ASSIGNED TASK =>
Since only the written part is wanted, repeat the records exactly and omit the pictures.

AVAILABLE DATA =>
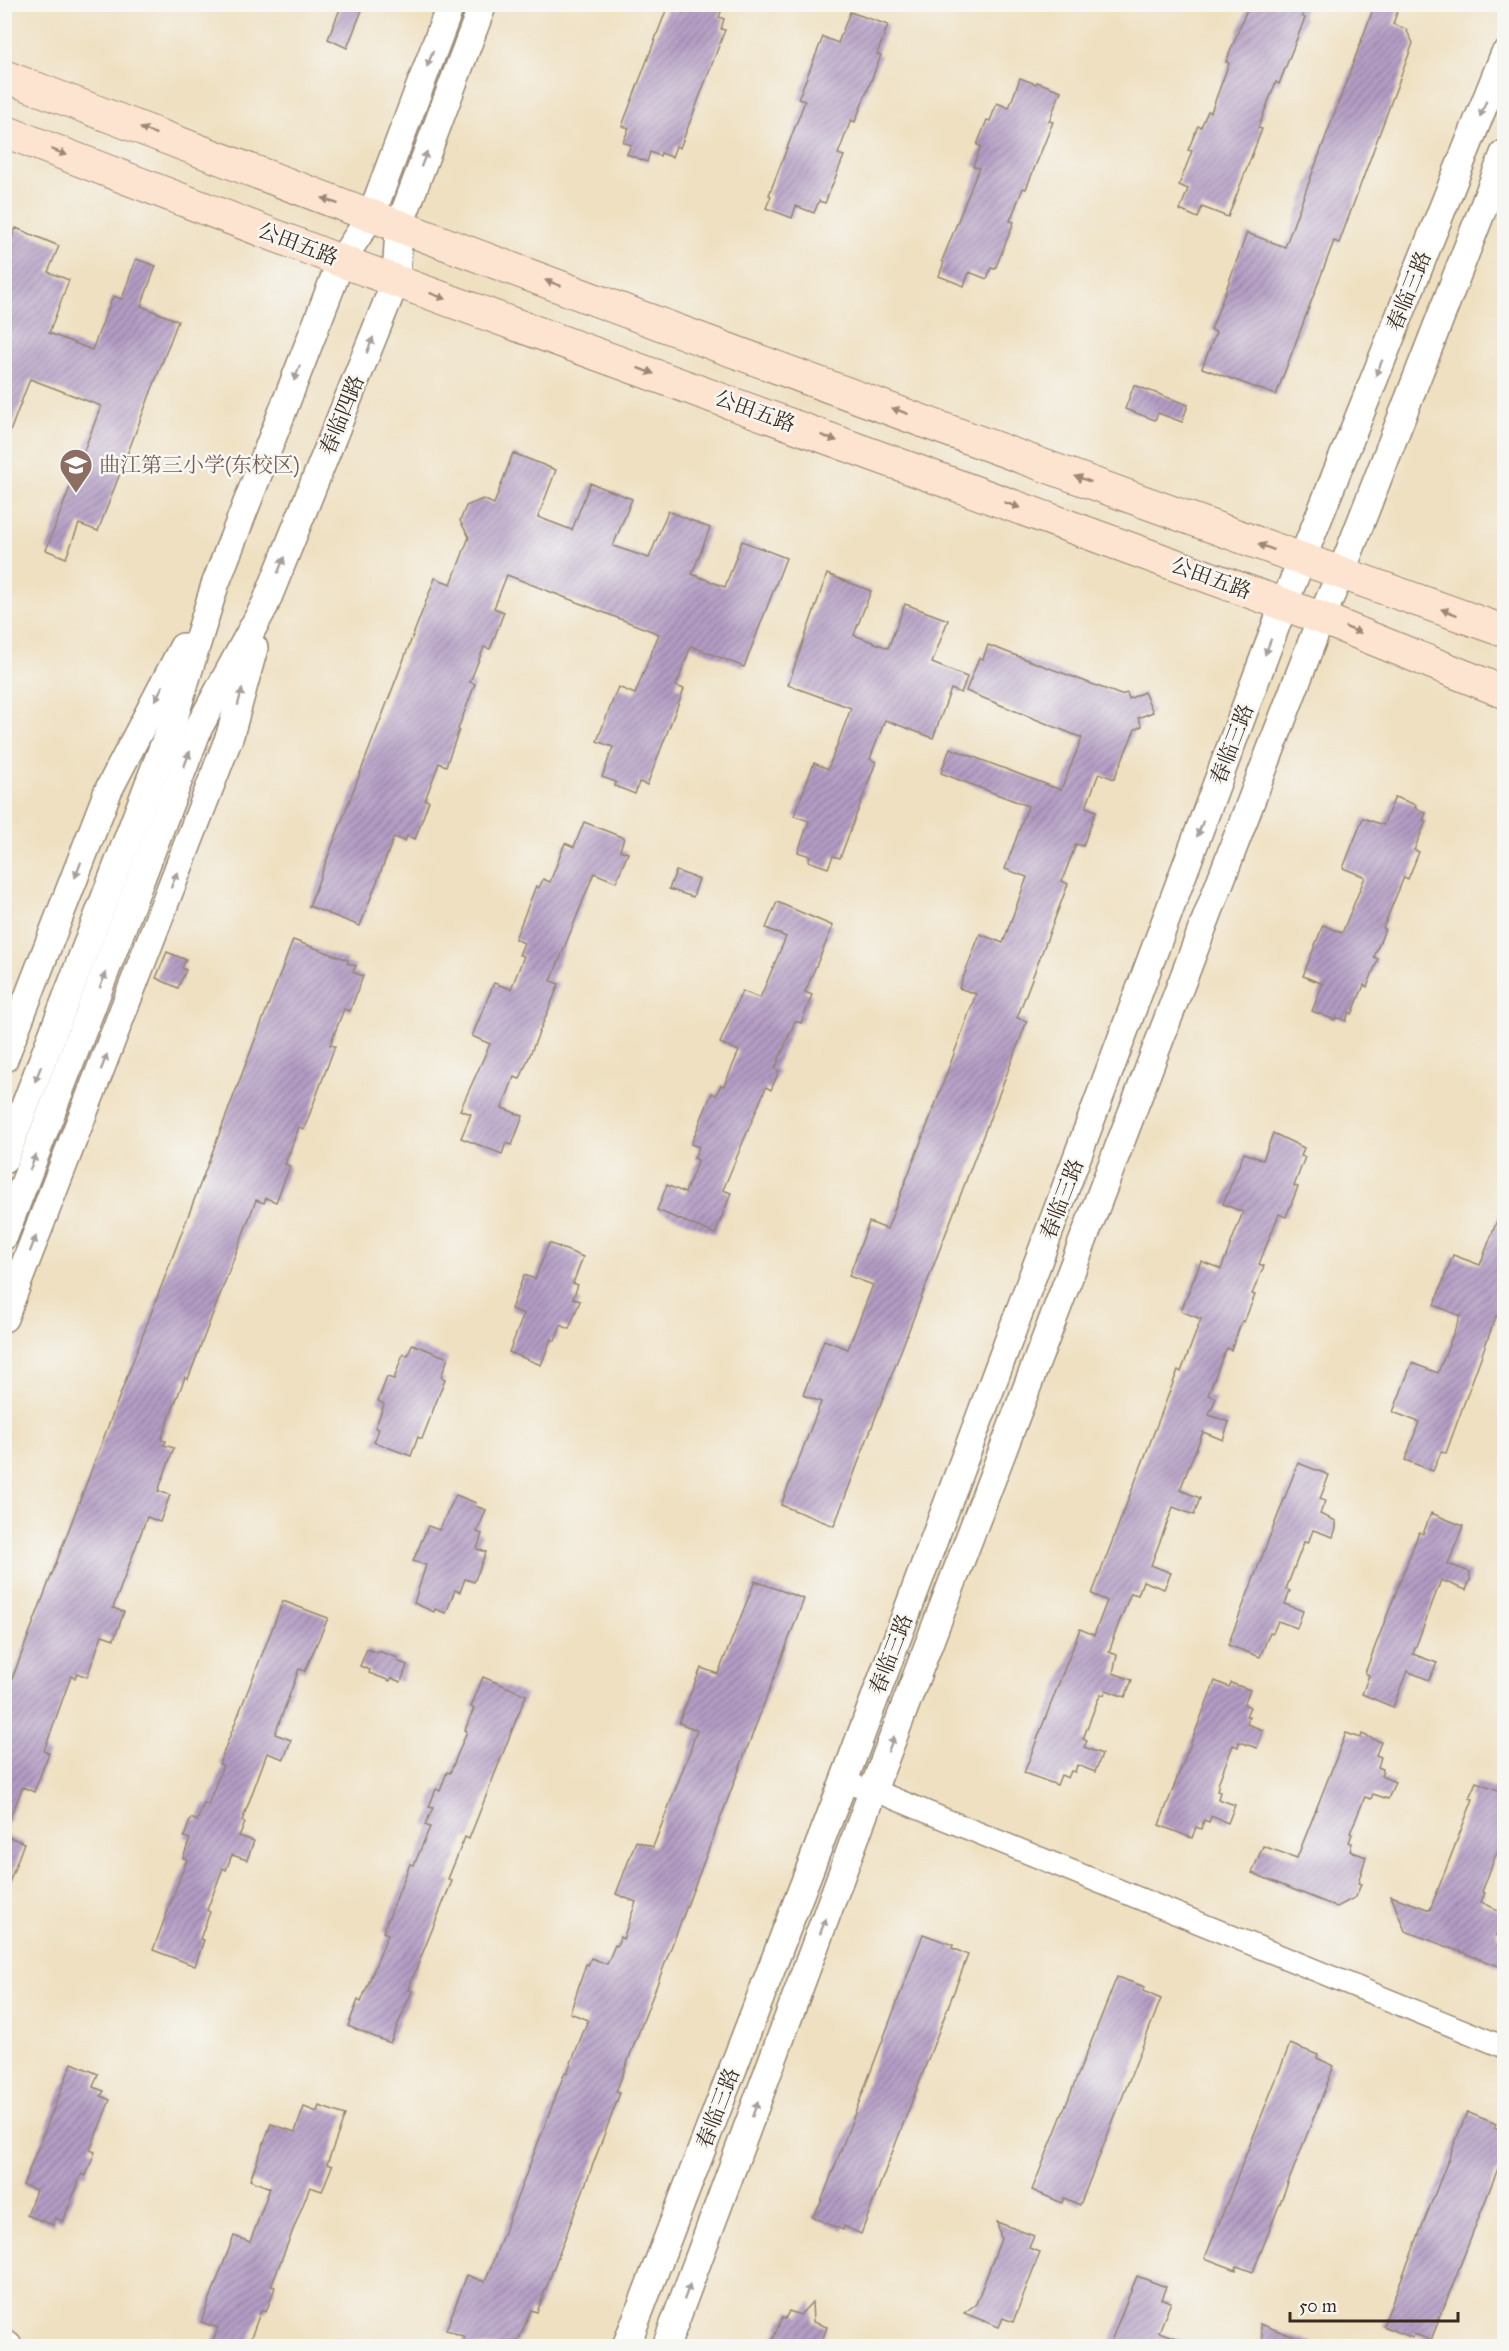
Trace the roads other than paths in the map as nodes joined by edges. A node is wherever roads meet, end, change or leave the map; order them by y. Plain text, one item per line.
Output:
1 (451, 4) edge
2 (483, 4) edge
3 (1504, 55) edge
4 (4, 76) edge
5 (4, 131) edge
6 (1504, 154) edge
7 (385, 221) junction
8 (341, 261) junction
9 (396, 280) junction
10 (1302, 560) junction
11 (1341, 573) junction
12 (215, 585) junction
13 (1284, 604) junction
14 (265, 605) junction
15 (1321, 618) junction
16 (1504, 632) edge
17 (1504, 692) edge
18 (4, 1059) edge
19 (4, 1160) edge
20 (4, 1236) edge
21 (4, 1318) edge
22 (843, 1783) junction
23 (873, 1790) junction
24 (1504, 2047) edge
25 (4, 2343) edge
26 (9, 2346) edge
27 (626, 2346) edge
28 (666, 2346) edge

1 -> 7 street, 春临四路
7 -> 2 street, 春临四路
3 -> 10 street, 春临三路
7 -> 4 main road
5 -> 8 main road, 公田五路
6 - 11 street, 春临三路
7 - 8 street, 春临四路
7 - 9 street, 春临四路
10 -> 7 main road
8 - 9 main road, 公田五路
8 -> 12 street, 春临四路
9 -> 13 main road, 公田五路
14 -> 9 street, 春临四路
10 - 11 main road
10 - 13 street, 春临三路
11 - 15 street, 春临三路
16 -> 11 main road
12 -> 18 street
12 -> 19 street, 春临四路
13 - 15 main road, 公田五路
13 -> 22 street, 春临三路
20 -> 14 street, 春临四路
21 -> 14 street
15 -> 17 main road, 公田五路
23 -> 15 street, 春临三路
22 - 23 street
22 - 27 street, 春临三路
23 - 24 street
28 -> 23 street, 春临三路
25 - 26 street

ANSWER BOX =>
Trace the roads other than paths in the map as nodes joined by edges. A node is wherever roads meet, end, change or leave the map; order them by y. Plain text, one item per line.
Output:
1 (451, 4) edge
2 (483, 4) edge
3 (1504, 55) edge
4 (4, 76) edge
5 (4, 131) edge
6 (1504, 154) edge
7 (385, 221) junction
8 (341, 261) junction
9 (396, 280) junction
10 (1302, 560) junction
11 (1341, 573) junction
12 (215, 585) junction
13 (1284, 604) junction
14 (265, 605) junction
15 (1321, 618) junction
16 (1504, 632) edge
17 (1504, 692) edge
18 (4, 1059) edge
19 (4, 1160) edge
20 (4, 1236) edge
21 (4, 1318) edge
22 (843, 1783) junction
23 (873, 1790) junction
24 (1504, 2047) edge
25 (4, 2343) edge
26 (9, 2346) edge
27 (626, 2346) edge
28 (666, 2346) edge

1 -> 7 street, 春临四路
7 -> 2 street, 春临四路
3 -> 10 street, 春临三路
7 -> 4 main road
5 -> 8 main road, 公田五路
6 - 11 street, 春临三路
7 - 8 street, 春临四路
7 - 9 street, 春临四路
10 -> 7 main road
8 - 9 main road, 公田五路
8 -> 12 street, 春临四路
9 -> 13 main road, 公田五路
14 -> 9 street, 春临四路
10 - 11 main road
10 - 13 street, 春临三路
11 - 15 street, 春临三路
16 -> 11 main road
12 -> 18 street
12 -> 19 street, 春临四路
13 - 15 main road, 公田五路
13 -> 22 street, 春临三路
20 -> 14 street, 春临四路
21 -> 14 street
15 -> 17 main road, 公田五路
23 -> 15 street, 春临三路
22 - 23 street
22 - 27 street, 春临三路
23 - 24 street
28 -> 23 street, 春临三路
25 - 26 street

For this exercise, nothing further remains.